[EXCERPTED RECORDS Boundary: Start]

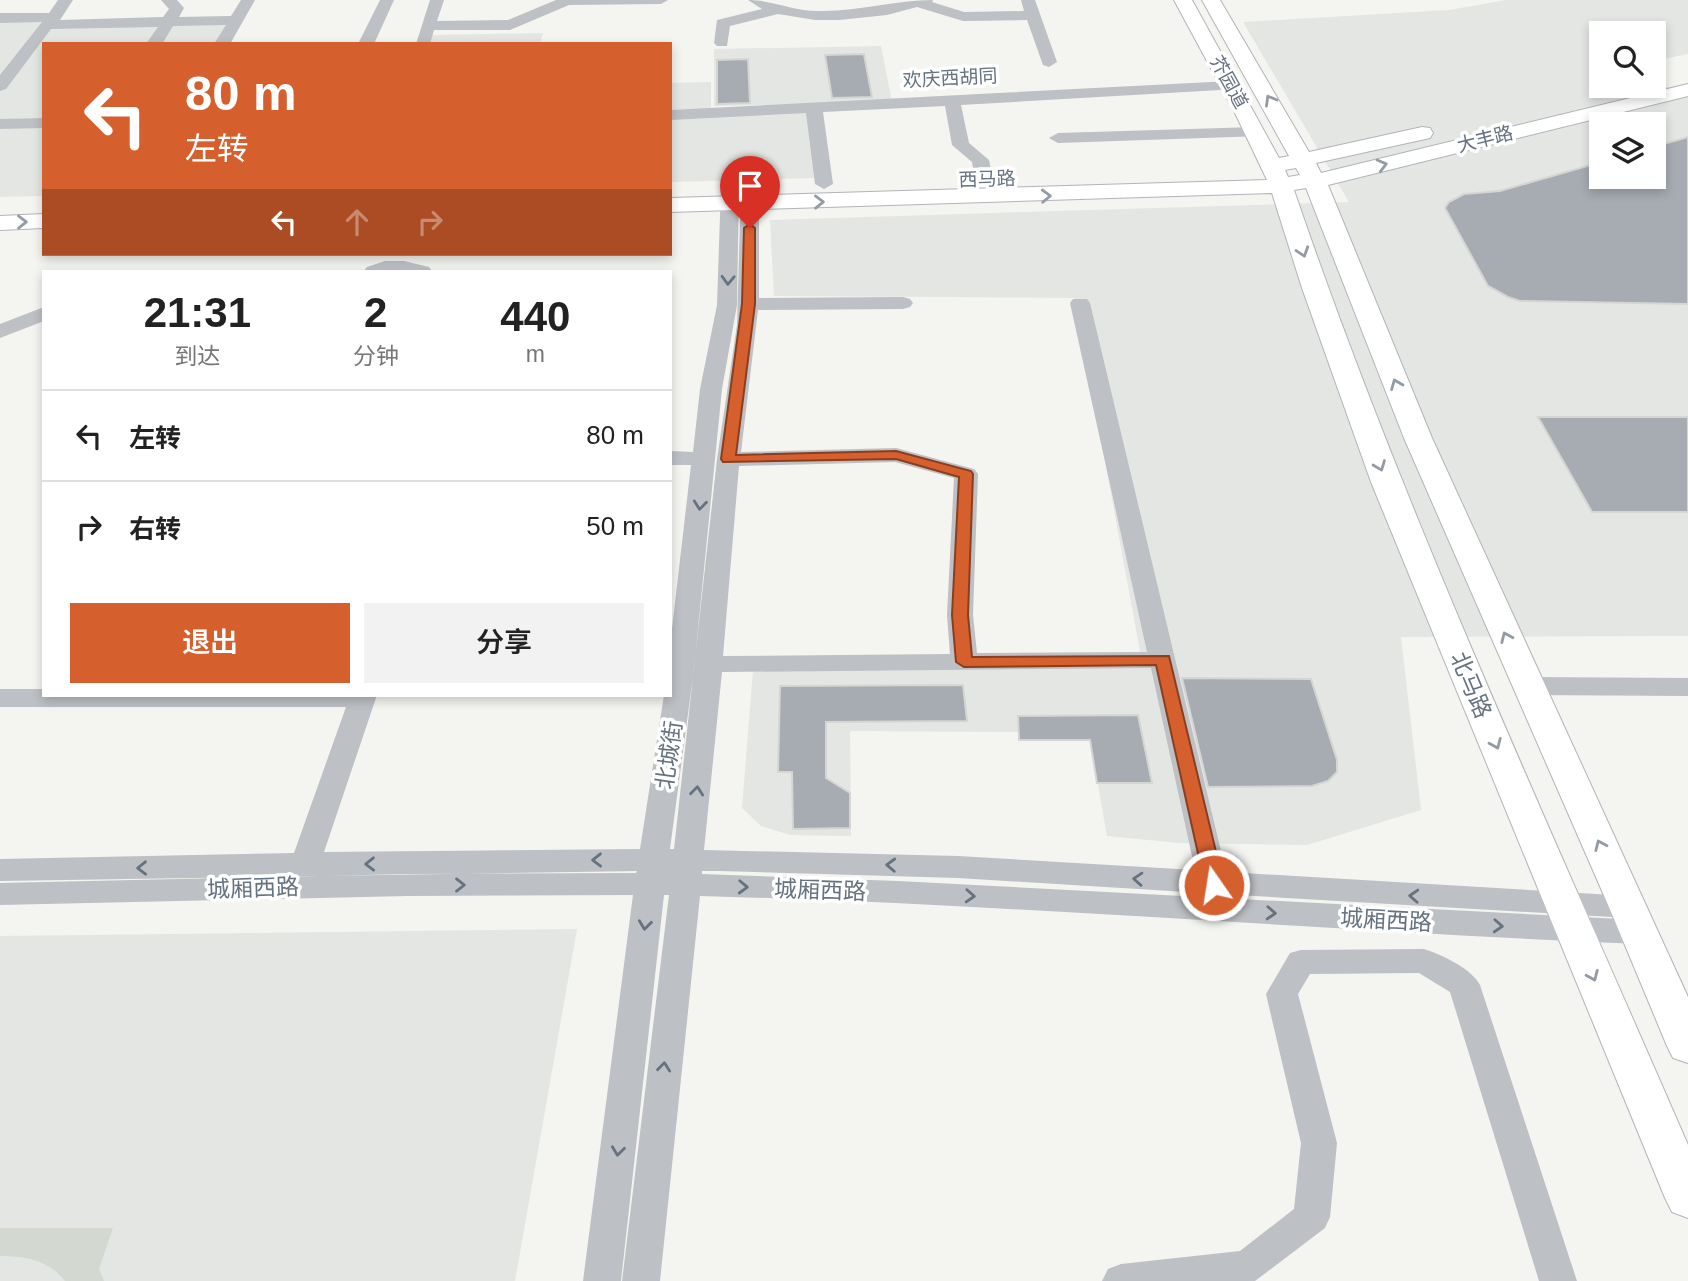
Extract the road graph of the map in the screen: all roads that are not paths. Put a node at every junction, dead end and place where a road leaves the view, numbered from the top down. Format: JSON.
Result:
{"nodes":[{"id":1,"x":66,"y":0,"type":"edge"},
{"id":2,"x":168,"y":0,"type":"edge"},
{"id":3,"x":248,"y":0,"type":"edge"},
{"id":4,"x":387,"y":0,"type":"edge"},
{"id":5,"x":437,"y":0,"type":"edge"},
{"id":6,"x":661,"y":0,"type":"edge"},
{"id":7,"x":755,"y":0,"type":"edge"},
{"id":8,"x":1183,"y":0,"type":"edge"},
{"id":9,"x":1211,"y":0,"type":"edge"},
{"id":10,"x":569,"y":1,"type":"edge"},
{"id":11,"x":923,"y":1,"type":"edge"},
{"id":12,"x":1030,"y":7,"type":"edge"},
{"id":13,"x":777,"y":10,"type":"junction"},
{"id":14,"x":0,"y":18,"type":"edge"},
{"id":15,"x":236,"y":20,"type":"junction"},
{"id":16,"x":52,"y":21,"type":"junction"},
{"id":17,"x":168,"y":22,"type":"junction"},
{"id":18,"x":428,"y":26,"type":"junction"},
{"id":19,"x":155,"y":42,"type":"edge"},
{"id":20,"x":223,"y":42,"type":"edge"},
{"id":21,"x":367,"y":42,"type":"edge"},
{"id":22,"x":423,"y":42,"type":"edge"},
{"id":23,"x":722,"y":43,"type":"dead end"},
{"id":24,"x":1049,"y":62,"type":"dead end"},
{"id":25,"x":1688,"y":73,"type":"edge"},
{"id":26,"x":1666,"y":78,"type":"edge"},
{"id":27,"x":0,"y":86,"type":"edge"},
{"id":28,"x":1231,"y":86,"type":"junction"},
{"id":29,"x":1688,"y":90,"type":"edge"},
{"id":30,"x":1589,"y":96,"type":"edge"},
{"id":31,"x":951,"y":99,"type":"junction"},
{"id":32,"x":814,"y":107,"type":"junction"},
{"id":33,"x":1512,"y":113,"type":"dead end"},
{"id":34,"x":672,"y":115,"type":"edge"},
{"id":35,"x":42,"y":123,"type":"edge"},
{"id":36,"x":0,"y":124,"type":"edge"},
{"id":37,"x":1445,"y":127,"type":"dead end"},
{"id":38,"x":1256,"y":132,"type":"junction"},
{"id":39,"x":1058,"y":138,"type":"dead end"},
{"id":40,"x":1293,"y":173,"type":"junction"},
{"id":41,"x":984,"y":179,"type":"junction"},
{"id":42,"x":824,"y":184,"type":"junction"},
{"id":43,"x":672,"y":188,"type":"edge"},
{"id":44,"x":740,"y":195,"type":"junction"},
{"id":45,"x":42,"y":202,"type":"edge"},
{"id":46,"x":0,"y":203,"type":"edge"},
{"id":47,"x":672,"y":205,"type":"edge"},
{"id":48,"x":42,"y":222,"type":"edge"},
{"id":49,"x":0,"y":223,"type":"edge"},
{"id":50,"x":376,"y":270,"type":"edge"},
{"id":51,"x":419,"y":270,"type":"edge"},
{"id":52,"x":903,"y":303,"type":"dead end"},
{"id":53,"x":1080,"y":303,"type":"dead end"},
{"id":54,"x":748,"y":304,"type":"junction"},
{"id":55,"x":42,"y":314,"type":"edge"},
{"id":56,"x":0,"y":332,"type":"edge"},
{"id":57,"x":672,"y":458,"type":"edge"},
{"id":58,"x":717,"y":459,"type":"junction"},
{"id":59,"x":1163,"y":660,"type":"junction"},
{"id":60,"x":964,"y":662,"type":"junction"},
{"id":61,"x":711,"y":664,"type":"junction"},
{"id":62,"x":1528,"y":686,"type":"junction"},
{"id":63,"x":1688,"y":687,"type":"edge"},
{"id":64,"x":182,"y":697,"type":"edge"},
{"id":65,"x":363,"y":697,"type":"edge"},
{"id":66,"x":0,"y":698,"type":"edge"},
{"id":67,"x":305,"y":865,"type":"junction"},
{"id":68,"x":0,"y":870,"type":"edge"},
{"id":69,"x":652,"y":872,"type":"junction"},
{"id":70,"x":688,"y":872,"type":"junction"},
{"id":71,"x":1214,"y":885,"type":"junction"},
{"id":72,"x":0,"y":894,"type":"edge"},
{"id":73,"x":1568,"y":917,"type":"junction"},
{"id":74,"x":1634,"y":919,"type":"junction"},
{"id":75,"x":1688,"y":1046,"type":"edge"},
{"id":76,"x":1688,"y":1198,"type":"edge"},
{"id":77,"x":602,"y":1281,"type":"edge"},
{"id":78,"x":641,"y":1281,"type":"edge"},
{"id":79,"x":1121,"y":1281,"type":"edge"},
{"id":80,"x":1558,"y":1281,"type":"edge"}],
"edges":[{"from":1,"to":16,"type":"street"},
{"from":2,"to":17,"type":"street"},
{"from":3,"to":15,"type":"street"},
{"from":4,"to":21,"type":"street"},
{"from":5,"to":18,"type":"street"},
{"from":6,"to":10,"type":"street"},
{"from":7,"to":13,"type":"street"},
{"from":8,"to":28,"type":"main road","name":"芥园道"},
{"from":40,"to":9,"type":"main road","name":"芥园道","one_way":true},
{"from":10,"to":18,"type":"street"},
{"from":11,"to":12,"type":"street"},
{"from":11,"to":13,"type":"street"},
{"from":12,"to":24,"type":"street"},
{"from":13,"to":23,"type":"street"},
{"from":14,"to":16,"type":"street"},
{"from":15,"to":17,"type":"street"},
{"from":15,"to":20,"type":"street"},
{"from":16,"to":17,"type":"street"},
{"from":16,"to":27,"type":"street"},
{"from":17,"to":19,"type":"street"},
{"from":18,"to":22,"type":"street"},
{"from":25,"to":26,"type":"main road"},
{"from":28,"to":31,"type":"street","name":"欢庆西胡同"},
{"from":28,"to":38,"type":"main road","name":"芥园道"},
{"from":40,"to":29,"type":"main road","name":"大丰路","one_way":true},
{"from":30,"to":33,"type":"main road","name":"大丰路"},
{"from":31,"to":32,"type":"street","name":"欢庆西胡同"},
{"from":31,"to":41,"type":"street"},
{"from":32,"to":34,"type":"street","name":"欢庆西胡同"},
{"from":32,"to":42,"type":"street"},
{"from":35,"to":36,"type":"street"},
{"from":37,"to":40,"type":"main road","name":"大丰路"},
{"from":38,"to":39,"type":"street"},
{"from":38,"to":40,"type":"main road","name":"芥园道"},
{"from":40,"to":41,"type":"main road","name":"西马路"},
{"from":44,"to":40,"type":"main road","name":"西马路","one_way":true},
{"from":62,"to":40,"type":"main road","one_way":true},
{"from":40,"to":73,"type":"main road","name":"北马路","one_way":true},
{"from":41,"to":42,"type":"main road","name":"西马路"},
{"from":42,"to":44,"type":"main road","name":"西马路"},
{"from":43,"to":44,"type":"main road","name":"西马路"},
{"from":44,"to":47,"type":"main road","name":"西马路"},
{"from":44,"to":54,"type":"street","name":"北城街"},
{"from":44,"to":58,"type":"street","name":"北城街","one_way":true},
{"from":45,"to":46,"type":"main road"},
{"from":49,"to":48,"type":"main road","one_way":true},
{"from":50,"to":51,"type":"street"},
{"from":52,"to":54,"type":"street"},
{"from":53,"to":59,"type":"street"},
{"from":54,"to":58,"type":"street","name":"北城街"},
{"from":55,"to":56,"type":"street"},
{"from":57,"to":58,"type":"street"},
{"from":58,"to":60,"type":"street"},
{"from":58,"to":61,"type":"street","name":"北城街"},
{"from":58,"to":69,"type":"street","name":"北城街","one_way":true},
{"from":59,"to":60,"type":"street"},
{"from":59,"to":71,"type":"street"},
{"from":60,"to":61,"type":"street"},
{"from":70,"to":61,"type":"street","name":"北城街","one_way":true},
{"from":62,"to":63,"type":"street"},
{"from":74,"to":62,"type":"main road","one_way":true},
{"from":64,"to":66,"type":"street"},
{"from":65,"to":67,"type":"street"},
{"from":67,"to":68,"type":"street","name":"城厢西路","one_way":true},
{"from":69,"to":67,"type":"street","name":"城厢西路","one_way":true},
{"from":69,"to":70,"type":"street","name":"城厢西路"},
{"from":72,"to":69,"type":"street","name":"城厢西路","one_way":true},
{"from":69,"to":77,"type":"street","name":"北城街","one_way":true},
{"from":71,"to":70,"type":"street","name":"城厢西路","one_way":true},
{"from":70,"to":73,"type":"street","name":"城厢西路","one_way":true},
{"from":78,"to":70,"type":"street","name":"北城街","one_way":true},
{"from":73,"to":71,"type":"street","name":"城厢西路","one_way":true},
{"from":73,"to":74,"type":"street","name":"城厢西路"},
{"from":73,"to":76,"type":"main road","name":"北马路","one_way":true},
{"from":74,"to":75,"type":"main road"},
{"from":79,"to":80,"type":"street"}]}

[EXCERPTED RECORDS Boundary: End]

**TASK BRIEF**
In the records above, the lines containing the string "城厢西路" should be counted; give only the total.

**THE COMPLETED TASK**
8